Sunday, August 24, 2025

Ghost Killer (2024)

Passive and more than a little alienated college student Fumika Matsuoka (Akari Takaishi) goes through life with only the minimum required amount of enthusiasm. She likes to introduce herself with “just another college student”, which might be the purest expression of non-suicidal youthful ennui possible. Her life takes quite a turn when she picks up a bullet casing on her way home.

Suddenly, Fumika finds herself haunted by the ghost of murdered assassin Kudo (Masanori Mimoto), one of those near-mythical super-fighters doing that kind of job in the movies instead of the boring psychopaths of real life. When she invites him in by giving him her hand, Kudo can even possess Fumika and pilot her body. Kudo believes that he might be able to pass on if Fumika lends him her body to kill the people responsible for his death, which might be preferrable to having a middle-aged dead guy hanging around you for the rest of your life.

Fumika, a woman of a generally non-murderous disposition, isn’t into the idea of lending her body for bloody vengeance at first, but after Kudo helps her out with some toxic masculinity problems that turn out to be not completely unrelated to his former business, his vengeance might also save her life.

Kensuke Sonomura is the action and martial arts choreographer of the rather wonderful Baby Assassins movies, but his own directorial efforts until now suffered from scripts too bare-bones even for action movies. Getting Baby Assassins writer/director Yugo Sakamoto to do the scripting honours and teaming up straight action actor Mimoto with half of Baby Assassins’ leads in form of Takaishi finally brings out the best in the guy – turns out Sonomura’s love for intricately choreographed and highly technical martial arts fights also mixes wonderfully with Sakamoto’s sense of humour and humanity when Sonomura’s the man on the director’s chair. There’s a sense of human stakes here Sonomura’s earlier films lacked for me. As in the Baby Assassins films, Takaishi’s style of expressive acting is a wonderful foible for the more limited talents of a great action actor/actress in this regard, while she is by now able to show off some pretty great on-screen action chops as well, though the film does shift to Mimoto’s body for about half of the action.

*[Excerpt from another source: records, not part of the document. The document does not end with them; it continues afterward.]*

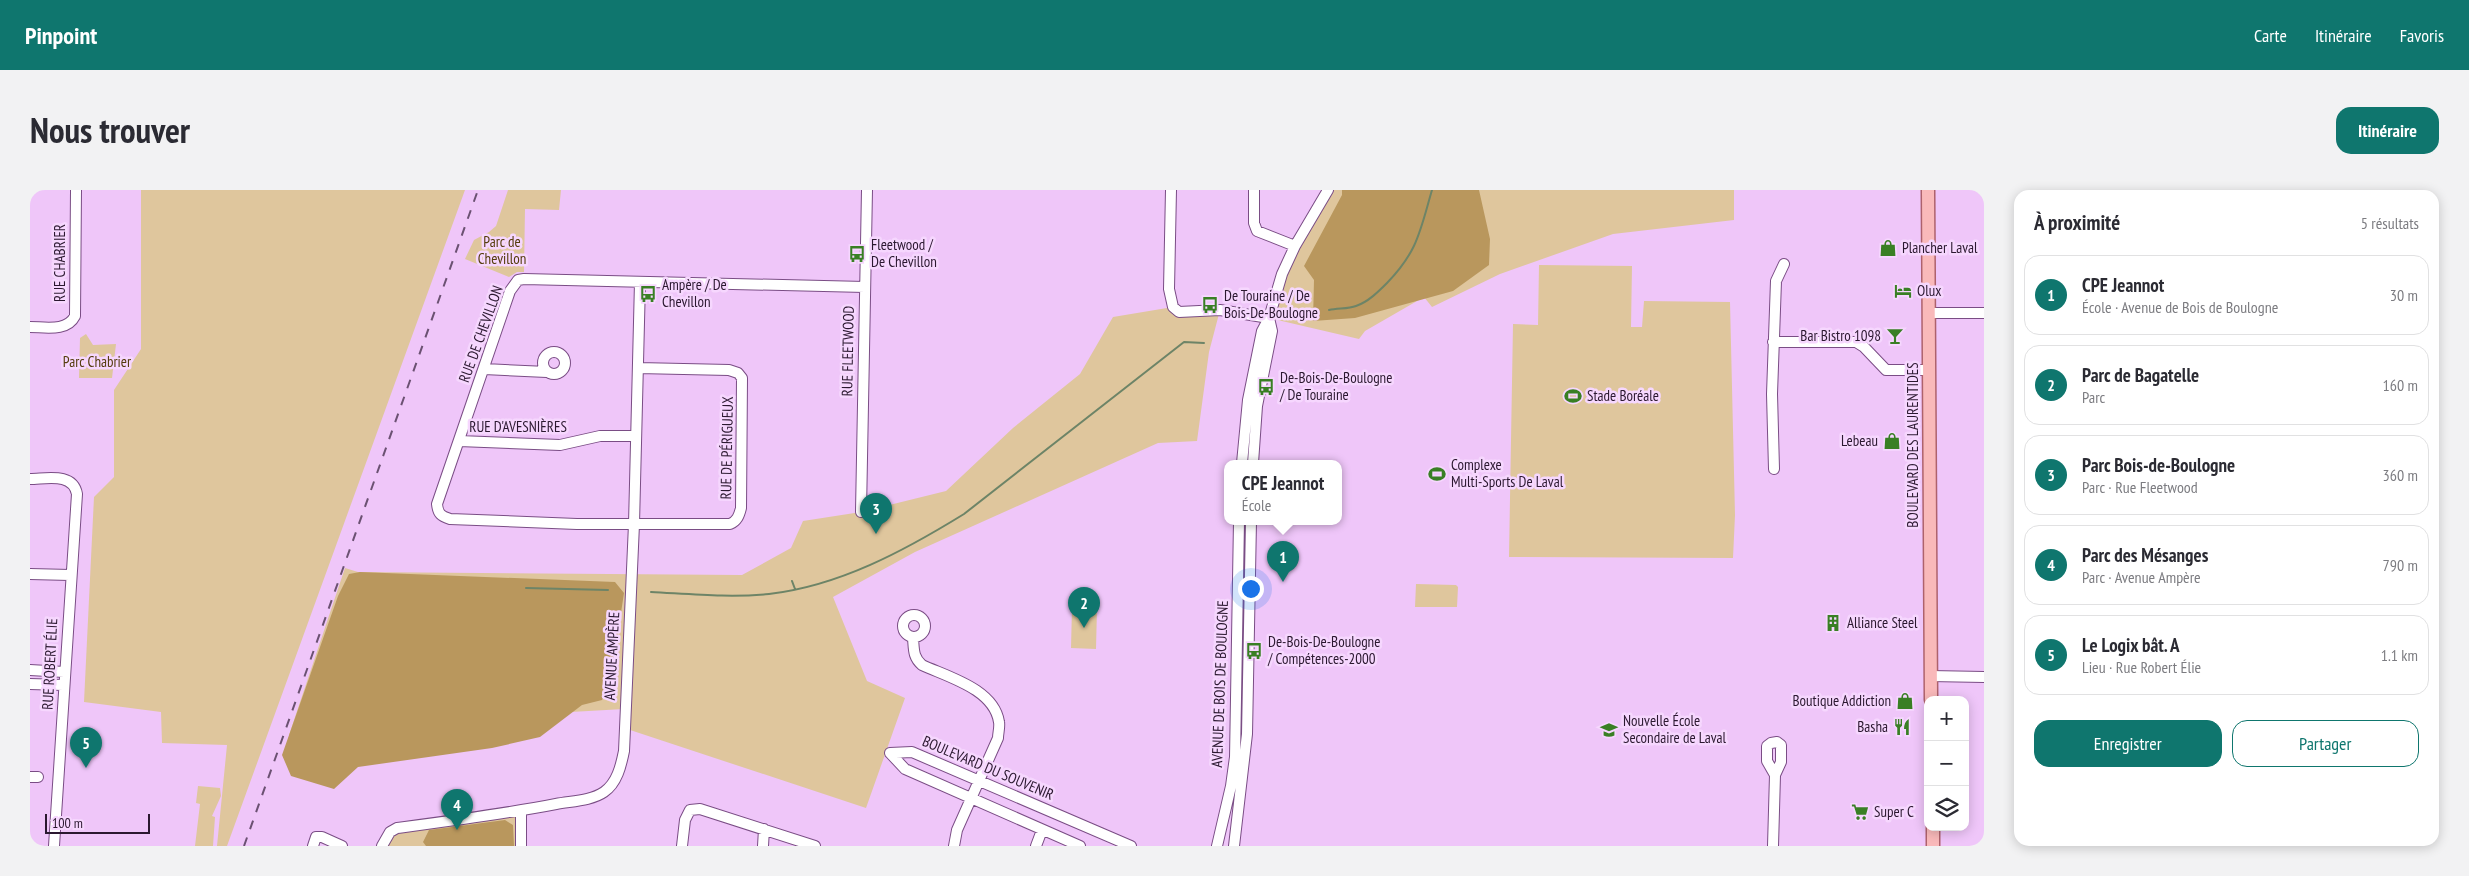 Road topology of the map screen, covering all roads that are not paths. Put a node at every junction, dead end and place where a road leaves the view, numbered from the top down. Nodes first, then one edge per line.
1 (76, 190) edge
2 (867, 190) edge
3 (1171, 190) edge
4 (1254, 190) edge
5 (1328, 190) edge
6 (1928, 190) edge
7 (1295, 246) junction
8 (1784, 264) dead end
9 (640, 282) junction
10 (865, 287) junction
11 (1928, 313) junction
12 (1984, 313) edge
13 (1269, 318) junction
14 (30, 326) edge
15 (1773, 342) junction
16 (638, 368) junction
17 (484, 369) junction
18 (1929, 370) junction
19 (547, 372) dead end
20 (636, 436) junction
21 (459, 441) junction
22 (1242, 460) edge
23 (1253, 460) edge
24 (1774, 470) dead end
25 (30, 479) edge
26 (861, 512) dead end
27 (634, 524) junction
28 (1239, 525) edge
29 (1251, 525) edge
30 (30, 574) edge
31 (70, 575) junction
32 (913, 638) dead end
33 (30, 670) edge
34 (64, 672) junction
35 (1930, 676) junction
36 (1984, 677) edge
37 (30, 684) edge
38 (63, 685) junction
39 (1931, 696) edge
40 (1775, 775) dead end
41 (978, 780) junction
42 (970, 797) junction
43 (521, 811) junction
44 (764, 829) junction
45 (1042, 830) junction
46 (1933, 831) edge
47 (54, 846) edge
48 (313, 846) edge
49 (342, 846) edge
50 (382, 846) edge
51 (521, 846) edge
52 (682, 846) edge
53 (763, 846) edge
54 (815, 846) edge
55 (954, 846) edge
56 (1036, 846) edge
57 (1080, 846) edge
58 (1131, 846) edge
59 (1217, 846) edge
60 (1234, 846) edge
61 (1773, 846) edge
62 (1933, 846) edge

1 - 14 street, RUE CHABRIER
2 - 10 street, RUE FLEETWOOD
3 - 13 street
4 - 7 street
5 - 7 street
6 - 11 main road, BOULEVARD DES LAURENTIDES
7 - 13 street
8 - 15 street
9 - 10 street, RUE DE CHEVILLON
9 - 16 street, AVENUE AMPÈRE
9 - 17 street, RUE DE CHEVILLON
10 - 26 street, RUE FLEETWOOD
11 - 12 street
11 - 18 main road, BOULEVARD DES LAURENTIDES
13 - 22 street
13 - 23 street
15 - 18 street
15 - 24 street
16 - 20 street, AVENUE AMPÈRE
16 - 27 street, RUE DE PÉRIGUEUX
17 - 19 street
17 - 21 street, RUE DE CHEVILLON
18 - 35 main road, BOULEVARD DES LAURENTIDES
20 - 21 street, RUE D'AVESNIÈRES
20 - 27 street, AVENUE AMPÈRE
21 - 27 street, RUE DE CHEVILLON
25 - 31 street, RUE ROBERT ÉLIE
27 - 43 street, AVENUE AMPÈRE
28 - 59 street, AVENUE DE BOIS DE BOULOGNE
29 - 60 street, AVENUE DE BOIS DE BOULOGNE
30 - 31 street
31 - 34 street, RUE ROBERT ÉLIE
32 - 41 street
33 - 34 street
34 - 38 street, RUE ROBERT ÉLIE
35 - 36 street
35 - 39 main road, BOULEVARD DES LAURENTIDES
37 - 38 street
38 - 47 street, RUE ROBERT ÉLIE
40 - 61 street
41 - 42 street
41 - 42 street, BOULEVARD DU SOUVENIR
41 - 58 street, BOULEVARD DU SOUVENIR
42 - 45 street, BOULEVARD DU SOUVENIR
42 - 55 street
43 - 50 street, AVENUE AMPÈRE
43 - 51 street
44 - 52 street
44 - 53 street
44 - 54 street
45 - 56 street
45 - 57 street, BOULEVARD DU SOUVENIR
46 - 62 main road
48 - 49 street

Pleasantly, and frankly surprisingly, given how Japanese films often go, there are no attempts at sexualising the relationship of the main characters – in fact, the early victims of some righteous ass-whupping are the only creeps of that sort on screen here. In fact, one of the ways the film justifies the increasing violence is by showing us an action-movified version of the kind of crap women all too often have to go through in real life.

While the action is as fast (and I mean fast), furious and regular as one would hope for, and the jokes as well-timed as expected, the emotional beats are just as important to Ghost Killer, so these characters in their somewhat absurd world and situation feel believable  and real enough to care about. And even though Kudo is quite the bad-ass, this isn’t the case of a Steven Seagal bully “hero” – there are physical and emotional stakes here that turn this into more than a pure action display.